Seorang kawan datang kepada saya bercerita tentang bisnisnya. Ternyata dia sudah tidak lagi satu visi dengan partner kerjanya. Padahal boleh dibilang bisnisnya tergolong maju, brand nya juga sudah cukup dikenal khalayak ramai. Eh ternyata, tidak hanya satu orang yang datang kepada saya bercerita tentang persoalan serupa.
Jangankan yang berbisnis dengan teman dekat, saudara kandung pun bisa bersengketa.
Ketika menjalankan bisnis bareng dan ternyata tidak cocok. Yang jadi soal, bisnisnya udah mulai bagus, brand sudah “Ngetop”, aset perusahaan sudah banyak, gengsi sudah meningkat (eh, gak ding).
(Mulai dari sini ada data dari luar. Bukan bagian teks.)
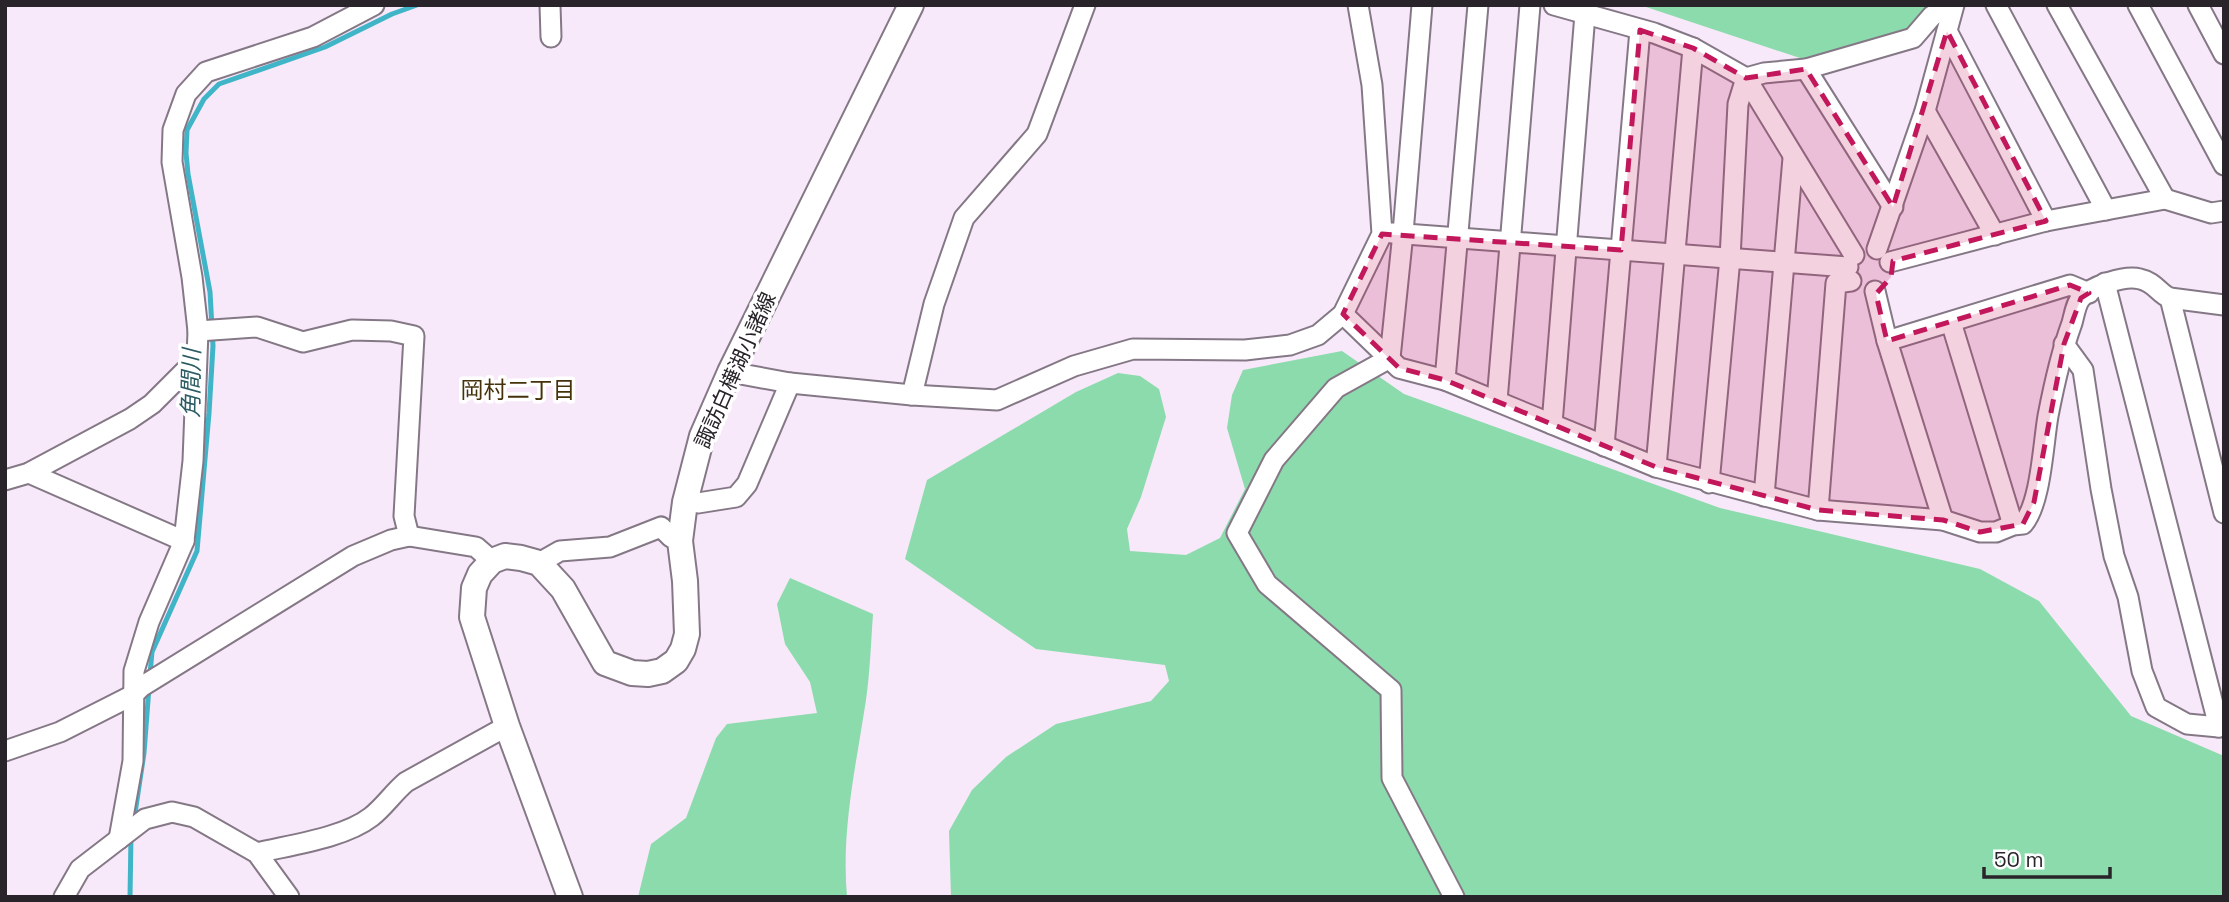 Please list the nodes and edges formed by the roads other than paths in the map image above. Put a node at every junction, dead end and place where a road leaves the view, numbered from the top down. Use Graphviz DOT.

Sebut saja beberapa bisnis yang pecah kongsi seperti bisnis steak di Jakarta yang mulai kondang dikenal 3 tahun terakhir. Atau keripik asal Bandung yang beken karena level pedasnya.
Pertanyaan saya, siapa brand owner-nya? Siapa yang memiliki sertifikat merek nya?
Soal pendaftaran merek ini, malah ada pengusaha soto yang sudah mendaftarkan merek yang sama, menarik untuk dikaji siapa yang akhirnya menjadi pemilik merk tersebut. Asas pendaftaran merek sih tetap First come first serve, yang daftar duluan yang berhak. Tapi kalau hasilnya lain, wih, tunggu aja deh, gak berani komentar.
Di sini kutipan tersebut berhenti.